From 4da9d23bf87e232fc9f04b8abe756a10e8bd15c7 Mon Sep 17 00:00:00 2001
From: Isotr0py <mozf@mail2.sysu.edu.cn>
Date: Wed, 24 Sep 2025 16:08:29 +0800
Subject: [PATCH 01/11] init

Signed-off-by: Isotr0py <mozf@mail2.sysu.edu.cn>
---
 vllm/model_executor/models/qwen2_vl.py |  6 ++--
 vllm/model_executor/models/qwen3_vl.py | 39 ++++++++++++++++++++++++--
 vllm/v1/worker/gpu_model_runner.py     |  2 +-
 3 files changed, 41 insertions(+), 6 deletions(-)

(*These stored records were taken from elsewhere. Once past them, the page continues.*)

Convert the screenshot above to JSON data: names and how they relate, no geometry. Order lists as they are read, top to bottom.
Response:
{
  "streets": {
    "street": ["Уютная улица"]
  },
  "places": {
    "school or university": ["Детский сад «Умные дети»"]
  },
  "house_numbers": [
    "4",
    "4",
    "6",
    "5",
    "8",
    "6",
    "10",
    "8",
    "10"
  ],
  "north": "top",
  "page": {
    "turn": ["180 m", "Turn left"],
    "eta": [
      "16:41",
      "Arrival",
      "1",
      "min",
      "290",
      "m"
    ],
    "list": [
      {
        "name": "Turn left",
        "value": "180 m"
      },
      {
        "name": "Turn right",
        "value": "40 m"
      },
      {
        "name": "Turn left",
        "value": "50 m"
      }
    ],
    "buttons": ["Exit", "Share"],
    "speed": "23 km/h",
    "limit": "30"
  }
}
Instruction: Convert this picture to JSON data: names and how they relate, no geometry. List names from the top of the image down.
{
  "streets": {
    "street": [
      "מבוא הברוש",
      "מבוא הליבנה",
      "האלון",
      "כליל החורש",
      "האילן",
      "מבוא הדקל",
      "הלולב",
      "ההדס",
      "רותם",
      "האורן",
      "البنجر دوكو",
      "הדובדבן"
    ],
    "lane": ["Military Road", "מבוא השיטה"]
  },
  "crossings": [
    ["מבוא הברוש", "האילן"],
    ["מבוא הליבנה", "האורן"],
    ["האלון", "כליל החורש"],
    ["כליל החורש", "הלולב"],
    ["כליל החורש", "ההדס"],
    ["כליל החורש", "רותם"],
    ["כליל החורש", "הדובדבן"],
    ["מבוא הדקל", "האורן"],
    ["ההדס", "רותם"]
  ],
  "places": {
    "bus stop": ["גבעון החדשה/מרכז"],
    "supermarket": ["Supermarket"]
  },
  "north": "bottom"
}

diff --git a/vllm/model_executor/models/qwen2_vl.py b/vllm/model_executor/models/qwen2_vl.py
index 472e8b061a9e..fd8940e3b5ed 100644
--- a/vllm/model_executor/models/qwen2_vl.py
+++ b/vllm/model_executor/models/qwen2_vl.py
@@ -972,10 +972,12 @@ def get_max_image_tokens(self) -> int:
             image_processor=None,
         )
 
-    def _get_max_video_frames(self, max_tokens: int) -> int:
+    def _get_max_video_frames(self,
+                              max_tokens: int,
+                              start_num_frames: int = 1) -> int:
         target_width, target_height = self.get_image_size_with_most_features()
 
-        num_frames = 0
+        num_frames = start_num_frames
 
         while True:
             next_num_frames = num_frames + 1
diff --git a/vllm/model_executor/models/qwen3_vl.py b/vllm/model_executor/models/qwen3_vl.py
index ee6703f7229e..2b7c11a09ff7 100644
--- a/vllm/model_executor/models/qwen3_vl.py
+++ b/vllm/model_executor/models/qwen3_vl.py
@@ -33,11 +33,14 @@
 import torch.nn.functional as F
 from transformers import BatchFeature
 from transformers.models.qwen2_vl import Qwen2VLImageProcessorFast
-from transformers.models.qwen2_vl.image_processing_qwen2_vl import smart_resize
+from transformers.models.qwen2_vl.image_processing_qwen2_vl import (
+    smart_resize as image_smart_resize)
 from transformers.models.qwen3_vl import (Qwen3VLProcessor,
                                           Qwen3VLVideoProcessor)
 from transformers.models.qwen3_vl.configuration_qwen3_vl import (
     Qwen3VLConfig, Qwen3VLVisionConfig)
+from transformers.models.qwen3_vl.video_processing_qwen3_vl import (
+    smart_resize as video_smart_resize)
 from transformers.video_utils import VideoMetadata
 
 from vllm.attention.layer import check_upstream_fa_availability
@@ -572,11 +575,16 @@ def _get_vision_info(
         image_height: int,
         num_frames: int = 2,
         do_resize: bool = True,
-        image_processor: Optional[Qwen2VLImageProcessorFast],
+        image_processor: Optional[Union[Qwen2VLImageProcessorFast,
+                                        Qwen3VLVideoProcessor]],
     ) -> tuple[ImageSize, int]:
-        if image_processor is None:
+        if image_processor is None and num_frames > 1:
+            image_processor = self.get_video_processor()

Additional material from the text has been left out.